DL=DK=X SE=ET=Y PQ=Z without loss of generic DP<PE PE/DE=PN/DK DP/DE=PM/SE DP/DE=(Z-X)/(Y-X) PE/DE=(Y-Z)/(Y-X) PN=X*(Y-Z)/(Y-X) PM=Y(Z-X)/(Y-X) PN+PM=(XY-XZ+YZ-XY)/(Y-X)=Z=PQ So PN+PM= PQ

Attachments:

$ In \ barycentric \ coordonate \ have: \ D(a;b;0), E(a;0;c) \Rightarrow DE \ equation \ is: \\ \frac{x}{a}=\frac{y}{b}+\frac{z}{c} \Leftrightarrow \frac{S_{PBC}}{a}=\frac{S_{PAC}}{b}+\frac{S_{PAC}}{c} \Leftrightarrow |PQ|=|PM|+|PN| \ (if \ P\in[DE]).$

Dear Mathlinkers, I want to give a synthetic response to the problem. The notations are the same as these of "Plane Geometry". 2.PQ = LD + TE 2.PQ = DK + ES 2.PQ = 2.PN + 2.PM and we are done Sincerely Jean-Louis

$ In \ my \ solution \ |PQ|=|PM|+|PN| \ is \ true \ (\forall) P\in [DE].$

Construct K,L,M,J be projection of D,E on side ABC. PH//KE and PG//DJ and P is midpoint then 2(PG+PH)=DJ+KE. DEML is an trapezoid so midline PF=1/2(DL+EM). BE,CD is bisector then EK=EM, DJ=DL. From all above, we have PF=PH+PG

Define $f(P)=|PM|+|PN|-|PQ|$. This is linear function $g(x_P,y_P)$ in $x_P$ and in $y_P$ as distance of point to a line is such. So it is sufficient to prove that for two distinct points $P$ we have $f(P)=0$. Of course $f(D)=f(E)=0$ QED.
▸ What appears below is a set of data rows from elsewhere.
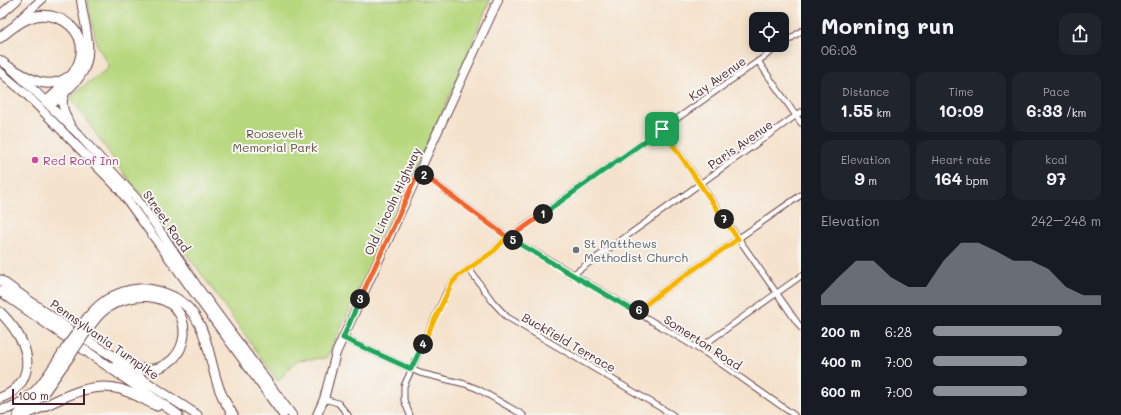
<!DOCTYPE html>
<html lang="en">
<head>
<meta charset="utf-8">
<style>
	:root { --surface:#171b24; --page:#20242c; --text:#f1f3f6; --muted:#9ea1a6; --accent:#8c9099 }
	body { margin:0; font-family:Mali,sans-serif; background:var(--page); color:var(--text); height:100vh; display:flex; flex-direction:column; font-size:15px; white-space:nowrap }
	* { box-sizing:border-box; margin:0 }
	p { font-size:13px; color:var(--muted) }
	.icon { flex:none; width:22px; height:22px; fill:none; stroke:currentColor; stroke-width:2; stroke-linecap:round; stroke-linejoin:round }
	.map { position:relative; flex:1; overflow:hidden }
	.details { display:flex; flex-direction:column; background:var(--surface); width:320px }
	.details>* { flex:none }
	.buttons { position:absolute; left:749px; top:12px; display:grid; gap:8px }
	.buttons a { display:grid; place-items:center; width:40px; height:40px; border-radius:8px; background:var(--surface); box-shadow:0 2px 10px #0003; font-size:20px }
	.scale { position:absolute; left:12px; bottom:10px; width:73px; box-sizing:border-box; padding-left:4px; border:2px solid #4a1f2b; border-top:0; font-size:11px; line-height:14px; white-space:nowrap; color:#4a1f2b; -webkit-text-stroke:3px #f6f6f2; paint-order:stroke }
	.pin { position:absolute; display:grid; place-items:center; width:34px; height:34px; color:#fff; margin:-17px; border-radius:8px; box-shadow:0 2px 6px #0006 }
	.km { position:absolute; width:20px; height:20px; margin:-10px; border-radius:50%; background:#222; color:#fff; font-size:11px; line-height:20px; text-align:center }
	.round { display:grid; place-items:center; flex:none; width:42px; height:42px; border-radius:12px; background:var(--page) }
	.headline { display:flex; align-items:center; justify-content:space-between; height:68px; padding:0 20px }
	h1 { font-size:22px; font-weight:700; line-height:30px }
	.metrics { display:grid; grid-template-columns:repeat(3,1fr); gap:6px; height:68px; padding:4px 20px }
	.metrics div { display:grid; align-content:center; border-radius:10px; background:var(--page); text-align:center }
	.metrics b { font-size:17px; font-weight:700 }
	.metrics small { font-size:11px; font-weight:400 }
	.metrics p { font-size:11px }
	.chart { height:112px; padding:8px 20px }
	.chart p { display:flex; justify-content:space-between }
	.chart svg { width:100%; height:72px; margin-top:4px; fill:var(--accent); opacity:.7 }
	ul { padding:0 20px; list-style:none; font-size:13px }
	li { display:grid; grid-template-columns:64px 48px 1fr; align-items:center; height:30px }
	li i { height:10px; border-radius:5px; background:var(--accent) }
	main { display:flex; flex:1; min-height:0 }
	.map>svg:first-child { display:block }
	.green { fill:#b8d87f; stroke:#817c55 }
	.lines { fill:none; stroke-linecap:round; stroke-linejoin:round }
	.minor-casing { stroke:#643c43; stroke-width:7 }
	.primary-casing { stroke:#643c43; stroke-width:10 }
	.trunk-casing { stroke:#643c43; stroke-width:10 }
	.motorway-casing { stroke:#643c43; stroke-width:11 }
	.minor { stroke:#fff; stroke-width:5 }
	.primary { stroke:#fff; stroke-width:8 }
	.trunk { stroke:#fff; stroke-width:8 }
	.motorway { stroke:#fff; stroke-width:9 }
	.motorway-bridge-casing { stroke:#643c43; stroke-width:11; stroke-linecap:butt }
	.motorway-bridge { stroke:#fff; stroke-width:9 }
	.split-1-casing { stroke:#fff; stroke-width:8 }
	.split-2-casing { stroke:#fff; stroke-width:8 }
	.split-3-casing { stroke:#fff; stroke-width:8 }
	.split-4-casing { stroke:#fff; stroke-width:8 }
	.split-5-casing { stroke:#fff; stroke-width:8 }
	.split-6-casing { stroke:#fff; stroke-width:8 }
	.split-7-casing { stroke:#fff; stroke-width:8 }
	.split-8-casing { stroke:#fff; stroke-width:8 }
	.split-1 { stroke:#22a559; stroke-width:5 }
	.split-2 { stroke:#f0652b; stroke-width:5 }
	.split-3 { stroke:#f0652b; stroke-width:5 }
	.split-4 { stroke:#22a559; stroke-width:5 }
	.split-5 { stroke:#f5b400; stroke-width:5 }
	.split-6 { stroke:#22a559; stroke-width:5 }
	.split-7 { stroke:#f5b400; stroke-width:5 }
	.split-8 { stroke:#f5b400; stroke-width:5 }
	.hotel-dot { fill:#d1479c; stroke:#f6f6f2; stroke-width:1.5 }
	.worship-dot { fill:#6b7280; stroke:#f6f6f2; stroke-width:1.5 }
	.labels { text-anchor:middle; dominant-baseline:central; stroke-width:4; stroke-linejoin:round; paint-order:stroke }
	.street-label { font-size:12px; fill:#4a1f2b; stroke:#f6f6f2 }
	.park-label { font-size:12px; fill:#664d40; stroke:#f6f6f2 }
	.hotel-label { font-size:12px; fill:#b23c85; stroke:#f6f6f2; text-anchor:start }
	.worship-label { font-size:12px; fill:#5b616d; stroke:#f6f6f2; text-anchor:start }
</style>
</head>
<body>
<main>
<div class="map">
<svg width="801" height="415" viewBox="0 0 801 415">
	<rect width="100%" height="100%" fill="#f6f6f2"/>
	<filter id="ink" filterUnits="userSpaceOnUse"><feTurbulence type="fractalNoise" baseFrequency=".025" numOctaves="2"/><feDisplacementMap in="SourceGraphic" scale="8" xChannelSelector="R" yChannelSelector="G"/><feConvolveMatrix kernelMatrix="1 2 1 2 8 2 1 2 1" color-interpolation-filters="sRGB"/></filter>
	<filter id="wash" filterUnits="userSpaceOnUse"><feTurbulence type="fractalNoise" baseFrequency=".012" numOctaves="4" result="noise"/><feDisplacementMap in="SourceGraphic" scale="16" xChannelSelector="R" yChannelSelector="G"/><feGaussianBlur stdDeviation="0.9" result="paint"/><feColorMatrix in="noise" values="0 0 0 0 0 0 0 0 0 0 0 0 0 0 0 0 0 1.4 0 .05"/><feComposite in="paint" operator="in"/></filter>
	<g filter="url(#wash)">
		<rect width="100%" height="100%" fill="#f5e2cc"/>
		<path class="green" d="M87,0H490L455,85L327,358L297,360L278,381L200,272L119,167L70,96L110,67L97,45Z"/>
	</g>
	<g filter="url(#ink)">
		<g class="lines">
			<g class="minor-casing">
				<path id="minor" d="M782,45L801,31
					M758,61L801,123
					M662,129L801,328
					M419,171L509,238L551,261L707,354L794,415
					M469,269L493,302L507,317L673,415
					M572,275L801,112
					M636,312L664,290L801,195
					M343,338L420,373L465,384L478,389L523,415
					M698,349L801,276
					M324,399L338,403L348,415
					M410,415L404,400V386L446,293L452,283L458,276L494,251L507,237L521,229L781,45"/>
			</g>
			<g class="primary-casing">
				<path id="primary" d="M0,60L11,68L36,92L79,135L137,199L160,231L199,289L292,415
					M0,72L27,95L119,189L283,415
					M317,415L324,399L336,353L498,0"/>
			</g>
			<g class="trunk-casing">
				<path id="trunk" d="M0,15L17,0
					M17,22L41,0
					M65,93C59,106 66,115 71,127
					M50,106C60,97 71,88 79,78C97,55 84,26 81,0"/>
			</g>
			<g class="motorway-casing">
				<path id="motorway" d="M0,38C10,29 22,19 36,16C63,11 89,34 79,62C72,79 59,90 46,102
					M11,68C30,79 47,91 68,77
					M0,280L81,338
					M0,291L178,415
					M0,312C17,329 36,356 22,381C17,389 9,395 0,398
					M82,325C96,305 113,291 139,289C151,288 163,292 174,297C207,315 207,353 218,385C221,396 227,405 233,415
					M77,334C94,344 124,365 142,369C153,371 164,367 173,359C179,353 183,344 184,335C186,290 130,288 103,311C97,316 92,323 88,329
					M117,363L197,415
					M0,410C33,406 49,373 66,348
					M18,415L42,395L72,353
					M24,415C55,403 86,380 120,389C133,393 145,400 157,406"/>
			</g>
			<use href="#minor" class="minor"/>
			<use href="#primary" class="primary"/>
			<use href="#trunk" class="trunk"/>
			<use href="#motorway" class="motorway"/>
			<g class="motorway-bridge-casing">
				<path id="motorway-bridge" d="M66,348L82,325
					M72,353L88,329"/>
			</g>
			<use href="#motorway-bridge" class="motorway-bridge"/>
		</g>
	</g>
	<g class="lines" filter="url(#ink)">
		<g class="split-1-casing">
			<path id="split-1" d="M543,214L662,129"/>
		</g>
		<g class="split-2-casing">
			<path id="split-2" d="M424,175L507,237L522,229L543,214"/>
		</g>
		<g class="split-3-casing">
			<path id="split-3" d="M360,299L419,171L424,175"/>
		</g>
		<g class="split-4-casing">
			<path id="split-4" d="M360,299L343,338L411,369L423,344"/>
		</g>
		<g class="split-5-casing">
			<path id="split-5" d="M423,344L452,283L458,276L494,251L507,237L513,240"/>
		</g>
		<g class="split-6-casing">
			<path id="split-6" d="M513,240L636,312L639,310"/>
		</g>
		<g class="split-7-casing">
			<path id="split-7" d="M639,310L664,290L738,239L724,219"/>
		</g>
		<g class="split-8-casing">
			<path id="split-8" d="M662,129L724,219"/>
		</g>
		<use href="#split-1" class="split-1"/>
		<use href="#split-2" class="split-2"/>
		<use href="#split-3" class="split-3"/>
		<use href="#split-4" class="split-4"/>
		<use href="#split-5" class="split-5"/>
		<use href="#split-6" class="split-6"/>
		<use href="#split-7" class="split-7"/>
		<use href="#split-8" class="split-8"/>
	</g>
	<circle class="hotel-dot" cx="35" cy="160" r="4"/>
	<circle class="worship-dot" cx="576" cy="250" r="4"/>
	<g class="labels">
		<g class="street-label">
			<text transform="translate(717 78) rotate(-35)">Kay Avenue</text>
			<text transform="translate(740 144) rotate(-35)">Paris Avenue</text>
			<text transform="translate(392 201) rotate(-65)">Old Lincoln Highway</text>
			<text transform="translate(167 221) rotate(55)">Street Road</text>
			<text transform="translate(105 339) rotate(35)">Pennsylvania Turnpike</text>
			<text transform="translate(569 342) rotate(30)">Buckfield Terrace</text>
			<text transform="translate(703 342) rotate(33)">Somerton Road</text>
		</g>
		<g class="park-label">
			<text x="275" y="133">Roosevelt<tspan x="275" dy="14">Memorial Park</tspan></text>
		</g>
		<g class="hotel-label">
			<text x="43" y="160">Red Roof Inn</text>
		</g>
		<g class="worship-label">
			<text x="584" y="243">St Matthews<tspan x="584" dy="14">Methodist Church</tspan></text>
		</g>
	</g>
</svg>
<div class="buttons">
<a><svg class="icon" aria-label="locate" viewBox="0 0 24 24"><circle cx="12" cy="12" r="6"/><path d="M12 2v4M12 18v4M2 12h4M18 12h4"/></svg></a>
</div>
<div class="scale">100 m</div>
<div class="pin" style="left:662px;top:129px;background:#1e9e55"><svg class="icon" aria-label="arrive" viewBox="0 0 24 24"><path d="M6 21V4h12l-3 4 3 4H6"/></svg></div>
<b class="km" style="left:543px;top:214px">1</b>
<b class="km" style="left:424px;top:175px">2</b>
<b class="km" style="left:360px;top:299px">3</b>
<b class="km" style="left:423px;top:344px">4</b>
<b class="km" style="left:513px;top:240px">5</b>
<b class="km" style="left:639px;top:310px">6</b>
<b class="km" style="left:724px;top:219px">7</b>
</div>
<section class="details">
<div class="headline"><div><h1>Morning run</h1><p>06:08</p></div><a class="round"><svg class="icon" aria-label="share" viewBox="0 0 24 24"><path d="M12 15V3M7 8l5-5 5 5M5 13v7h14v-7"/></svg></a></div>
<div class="metrics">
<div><p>Distance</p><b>1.55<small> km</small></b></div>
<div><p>Time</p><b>10:09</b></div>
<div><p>Pace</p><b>6:33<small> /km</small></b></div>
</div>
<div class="metrics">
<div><p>Elevation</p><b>9<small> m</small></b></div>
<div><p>Heart rate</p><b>164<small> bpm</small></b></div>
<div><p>kcal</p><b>97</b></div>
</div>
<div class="chart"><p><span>Elevation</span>242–248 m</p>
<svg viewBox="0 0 160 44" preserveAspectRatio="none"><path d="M0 44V38L10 27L20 17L30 17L40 27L50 33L60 33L70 17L80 6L90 6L100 11L110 17L120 17L130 22L140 33L150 38L160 38V44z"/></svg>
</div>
<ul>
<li><b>200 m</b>6:28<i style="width:77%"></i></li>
<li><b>400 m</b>7:00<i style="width:56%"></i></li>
<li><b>600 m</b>7:00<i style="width:56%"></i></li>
</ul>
</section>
</main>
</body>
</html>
jayme wrote: The notations are the same as these of "Plane Geometry". 2.PQ = LD + TE I guess this notation is different than in post #2. Otherwise the equality is true iff $DL=ET\vee DP=PE$

mihai miculita wrote: $ In \ my \ solution \ |PQ|=|PM|+|PN| \ is \ true \ (\forall) P\in [DE].$ Ummm... I am pretty sure this cannot be true? The lengths are clearly monotonic whatever direction you move in(and its not hard to use similar triangles to literally find the length) Always, its a nice problem Let the feet of the altitudes from $D,E$ to $BC$ be $G_1, G_2$ and the foot of perpendicular from $D$ to $AC$ be $G_3$ and the foot of the perpendicular from $E$ to $AB$ be $G_4$. Notice that because $BE$ and $CD$ are angle bisectors of $\angle B$ and $\angle C,$ respectively, we have that $\triangle CG_3D\cong \triangle CG_1D$ and similarly for the other, so this gives that $DG_1=DG_3$ and $EG_4=EG_2$. From here, it is trivial to finish, just note that $PQ=\frac{G_4E+G_3D}{2},$ which gives the desired. Note: Although the idea was simple, I felt this problem was pretty difficult because it is not at all obvious to draw the altitudes.